## [Stored dataset items]

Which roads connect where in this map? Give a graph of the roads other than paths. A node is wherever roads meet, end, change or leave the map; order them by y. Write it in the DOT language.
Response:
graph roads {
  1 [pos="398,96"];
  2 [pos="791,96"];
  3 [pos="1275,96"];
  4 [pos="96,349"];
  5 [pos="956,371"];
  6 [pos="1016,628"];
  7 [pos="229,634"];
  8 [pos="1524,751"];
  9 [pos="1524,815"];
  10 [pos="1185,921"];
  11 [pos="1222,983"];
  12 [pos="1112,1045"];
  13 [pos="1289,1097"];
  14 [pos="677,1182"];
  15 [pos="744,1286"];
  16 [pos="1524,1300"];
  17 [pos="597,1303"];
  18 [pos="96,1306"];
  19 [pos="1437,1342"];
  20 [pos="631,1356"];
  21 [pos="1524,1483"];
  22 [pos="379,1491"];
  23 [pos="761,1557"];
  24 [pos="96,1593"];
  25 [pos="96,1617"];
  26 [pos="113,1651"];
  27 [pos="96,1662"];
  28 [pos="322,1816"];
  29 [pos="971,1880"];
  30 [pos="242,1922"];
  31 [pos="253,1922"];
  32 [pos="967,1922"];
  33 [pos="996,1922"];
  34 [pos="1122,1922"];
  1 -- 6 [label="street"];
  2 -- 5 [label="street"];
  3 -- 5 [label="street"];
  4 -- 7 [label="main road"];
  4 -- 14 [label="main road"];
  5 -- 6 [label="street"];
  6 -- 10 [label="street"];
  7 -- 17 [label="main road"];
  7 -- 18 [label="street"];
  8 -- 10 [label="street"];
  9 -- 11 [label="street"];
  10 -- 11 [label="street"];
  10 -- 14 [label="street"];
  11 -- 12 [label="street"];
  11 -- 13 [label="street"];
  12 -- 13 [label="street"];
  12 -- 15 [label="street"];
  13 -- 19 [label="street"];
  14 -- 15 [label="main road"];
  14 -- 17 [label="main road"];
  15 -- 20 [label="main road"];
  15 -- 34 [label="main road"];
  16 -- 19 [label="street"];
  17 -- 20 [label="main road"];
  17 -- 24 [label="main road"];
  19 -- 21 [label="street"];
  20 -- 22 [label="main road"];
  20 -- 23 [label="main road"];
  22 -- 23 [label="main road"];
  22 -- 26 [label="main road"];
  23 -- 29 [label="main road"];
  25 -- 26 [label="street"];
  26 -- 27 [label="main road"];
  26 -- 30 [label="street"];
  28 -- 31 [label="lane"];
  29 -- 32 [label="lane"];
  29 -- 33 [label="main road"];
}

## [TASK ITEM]
Transcribe all of the data above, character for character.

## [EXERCISE RESULT]
Which roads connect where in this map? Give a graph of the roads other than paths. A node is wherever roads meet, end, change or leave the map; order them by y. Write it in the DOT language.
Response:
graph roads {
  1 [pos="398,96"];
  2 [pos="791,96"];
  3 [pos="1275,96"];
  4 [pos="96,349"];
  5 [pos="956,371"];
  6 [pos="1016,628"];
  7 [pos="229,634"];
  8 [pos="1524,751"];
  9 [pos="1524,815"];
  10 [pos="1185,921"];
  11 [pos="1222,983"];
  12 [pos="1112,1045"];
  13 [pos="1289,1097"];
  14 [pos="677,1182"];
  15 [pos="744,1286"];
  16 [pos="1524,1300"];
  17 [pos="597,1303"];
  18 [pos="96,1306"];
  19 [pos="1437,1342"];
  20 [pos="631,1356"];
  21 [pos="1524,1483"];
  22 [pos="379,1491"];
  23 [pos="761,1557"];
  24 [pos="96,1593"];
  25 [pos="96,1617"];
  26 [pos="113,1651"];
  27 [pos="96,1662"];
  28 [pos="322,1816"];
  29 [pos="971,1880"];
  30 [pos="242,1922"];
  31 [pos="253,1922"];
  32 [pos="967,1922"];
  33 [pos="996,1922"];
  34 [pos="1122,1922"];
  1 -- 6 [label="street"];
  2 -- 5 [label="street"];
  3 -- 5 [label="street"];
  4 -- 7 [label="main road"];
  4 -- 14 [label="main road"];
  5 -- 6 [label="street"];
  6 -- 10 [label="street"];
  7 -- 17 [label="main road"];
  7 -- 18 [label="street"];
  8 -- 10 [label="street"];
  9 -- 11 [label="street"];
  10 -- 11 [label="street"];
  10 -- 14 [label="street"];
  11 -- 12 [label="street"];
  11 -- 13 [label="street"];
  12 -- 13 [label="street"];
  12 -- 15 [label="street"];
  13 -- 19 [label="street"];
  14 -- 15 [label="main road"];
  14 -- 17 [label="main road"];
  15 -- 20 [label="main road"];
  15 -- 34 [label="main road"];
  16 -- 19 [label="street"];
  17 -- 20 [label="main road"];
  17 -- 24 [label="main road"];
  19 -- 21 [label="street"];
  20 -- 22 [label="main road"];
  20 -- 23 [label="main road"];
  22 -- 23 [label="main road"];
  22 -- 26 [label="main road"];
  23 -- 29 [label="main road"];
  25 -- 26 [label="street"];
  26 -- 27 [label="main road"];
  26 -- 30 [label="street"];
  28 -- 31 [label="lane"];
  29 -- 32 [label="lane"];
  29 -- 33 [label="main road"];
}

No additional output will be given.